Pinning down whether wild animals that acquire the virus can also transmit it is a research challenge; they might be unfortunate victims but dead-end hosts. Last year, researchers from several Canadian universities and federal agencies demonstrated that North American deer mice, which live in woodlands and suburbs, can be experimentally infected with SARS-CoV-2, shed the virus, and expose other deer mice. But whether that would translate into an ongoing infectious risk—among mice or to humans—can’t be assumed from that data, says Darwyn Kobasa, the senior author, who is a research scientist heading high-containment respiratory virus studies at the Public Health Agency of Canada. In the real world, encounters between animals and humans are more difficult to trace.
“Mice are potentially prey for cats, so there could be an indirect connection, from mice through cats to people,” he says. “Or there may be something in the environment, where mice and humans come into contact with each other.”
Not everyone agrees on the role different species play in harboring the virus, let alone whether they can do so long enough for it to mutate and pose a novel threat to humans. And some scientists are changing their points of view as they accrue more data. In 2021, Missouri and New York researchers extracting viral genetic material from wastewater thought they might have identified a rodent signature in what they called “cryptic mutations” that have rarely been identified in humans. A year later, they have reinterpreted that work—and now lean more toward the possibility that immune-impaired people, who have suffered lengthy infections, might accidentally play a role in driving viral evolution.

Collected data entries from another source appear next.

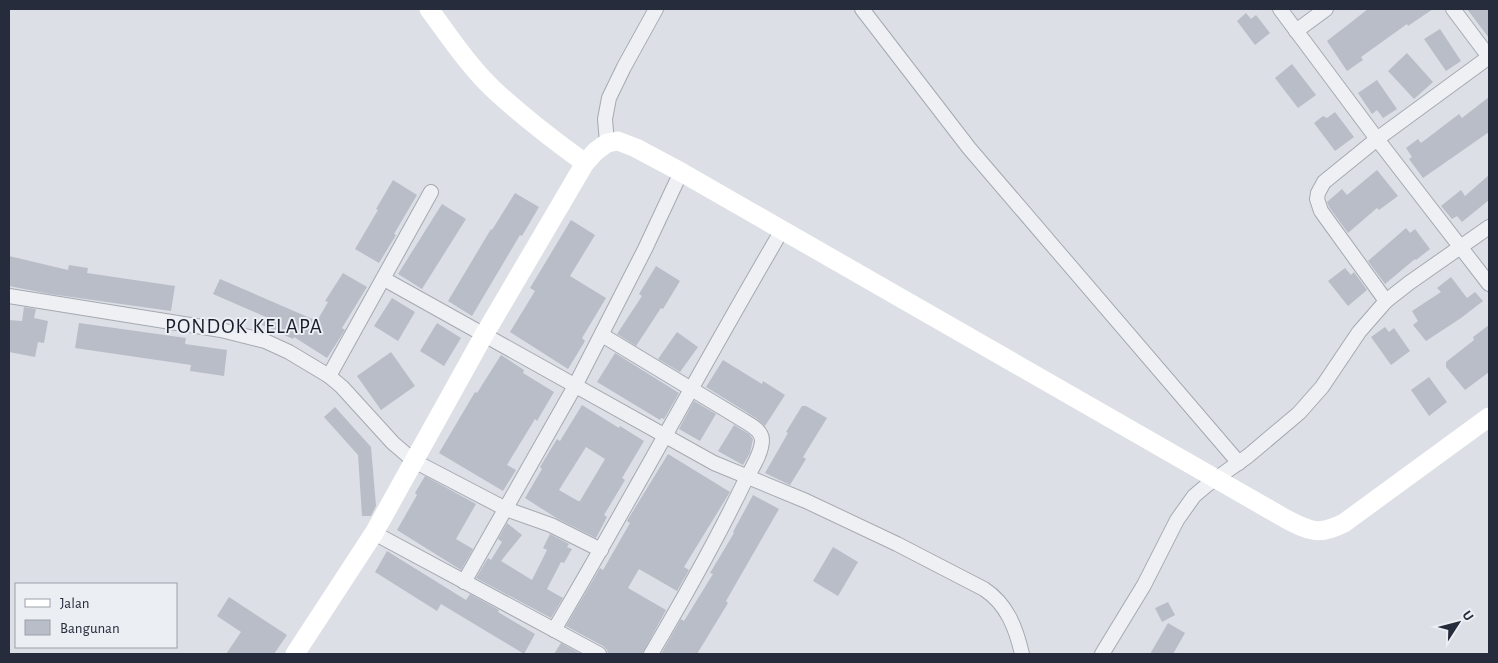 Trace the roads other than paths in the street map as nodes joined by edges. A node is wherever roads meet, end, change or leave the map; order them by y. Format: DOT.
graph roads {
  1 [pos="428,9"];
  2 [pos="656,9"];
  3 [pos="862,9"];
  4 [pos="1280,9"];
  5 [pos="1326,9"];
  6 [pos="1453,9"];
  7 [pos="1296,31"];
  8 [pos="1489,57"];
  9 [pos="1377,139"];
  10 [pos="607,142"];
  11 [pos="585,163"];
  12 [pos="681,172"];
  13 [pos="431,192"];
  14 [pos="1489,227"];
  15 [pos="782,230"];
  16 [pos="1462,247"];
  17 [pos="384,279"];
  18 [pos="1489,284"];
  19 [pos="9,296"];
  20 [pos="1386,301"];
  21 [pos="484,335"];
  22 [pos="602,335"];
  23 [pos="329,376"];
  24 [pos="576,386"];
  25 [pos="691,388"];
  26 [pos="1489,417"];
  27 [pos="664,437"];
  28 [pos="414,461"];
  29 [pos="1239,463"];
  30 [pos="747,478"];
  31 [pos="1217,479"];
  32 [pos="506,509"];
  33 [pos="374,532"];
  34 [pos="601,550"];
  35 [pos="464,582"];
  36 [pos="554,630"];
  37 [pos="295,654"];
  38 [pos="599,654"];
  39 [pos="651,654"];
  40 [pos="1022,654"];
  41 [pos="1102,654"];
  1 -- 11 [label="street"];
  2 -- 10 [label="street"];
  3 -- 29 [label="street"];
  4 -- 7 [label="street"];
  5 -- 7 [label="street"];
  6 -- 8 [label="street"];
  7 -- 9 [label="street"];
  8 -- 9 [label="street"];
  9 -- 16 [label="street"];
  9 -- 20 [label="street"];
  10 -- 11 [label="street"];
  10 -- 12 [label="street"];
  11 -- 21 [label="street"];
  12 -- 15 [label="street"];
  12 -- 22 [label="street"];
  13 -- 17 [label="street"];
  14 -- 16 [label="street"];
  15 -- 25 [label="street"];
  15 -- 31 [label="street"];
  16 -- 18 [label="street"];
  16 -- 20 [label="street"];
  17 -- 21 [label="street"];
  17 -- 23 [label="street"];
  19 -- 23 [label="street"];
  20 -- 29 [label="street"];
  21 -- 24 [label="street"];
  21 -- 28 [label="street"];
  22 -- 24 [label="street"];
  22 -- 25 [label="street"];
  23 -- 28 [label="street"];
  24 -- 27 [label="street"];
  24 -- 32 [label="street"];
  25 -- 27 [label="street"];
  25 -- 30 [label="street"];
  26 -- 31 [label="street"];
  27 -- 30 [label="street"];
  27 -- 34 [label="street"];
  28 -- 32 [label="street"];
  28 -- 33 [label="street"];
  29 -- 31 [label="street"];
  30 -- 39 [label="street"];
  30 -- 40 [label="street"];
  31 -- 41 [label="street"];
  32 -- 34 [label="street"];
  32 -- 35 [label="street"];
  33 -- 35 [label="street"];
  33 -- 37 [label="street"];
  34 -- 36 [label="street"];
  35 -- 36 [label="street"];
  36 -- 38 [label="street"];
}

“Many of the mutations that appear in those persistently infected patients also are the same ones that appeared in Omicron, and are similar to the ones that have appeared in the cryptic samples,” says John Dennehy, a virologist and professor of biology at Queens College of the City University of New York. “And a lot of people have looked for SARS coronavirus in mice and rats, and we’ve never really seen anything that would resemble those cryptic variants, or Omicron for that matter.”
Scientists who want to study the animals most likely to harbor the virus have few options for constructing research programs. At the moment, the most robust animal-disease surveillance programs keep track of species that anchor industries or ecosystems, like poultry, which are vulnerable to avian influenza, or elk, moose, and deer, which are subject to chronic wasting disease. Very broad surveillance for potential threats across multiple species is the dream of pandemic prevention. But it hasn’t yet received the funding—or scored the predictive hits—that researchers would like.
Hamer thinks existing programs, through which researchers are already hunting other diseases, could contribute to defining the spillback threat. They just need a little help. “There’s no shortage of wildlife biologists and field veterinarians that have the skills to safely trap, sample, and release critters. And there’s no shortage of the laboratory expertise to quickly figure out what’s got neutralizing antibodies, what’s got active viral shedding,” she says. In her own work tracking tickborne diseases, she has started taking nasal swabs of wildlife, in addition to the blood samples she already needed. “And then we bank those in the minus-80 freezer,” she says. “We’re waiting until we’ve got the resources to work them up for SARS-CoV-2.”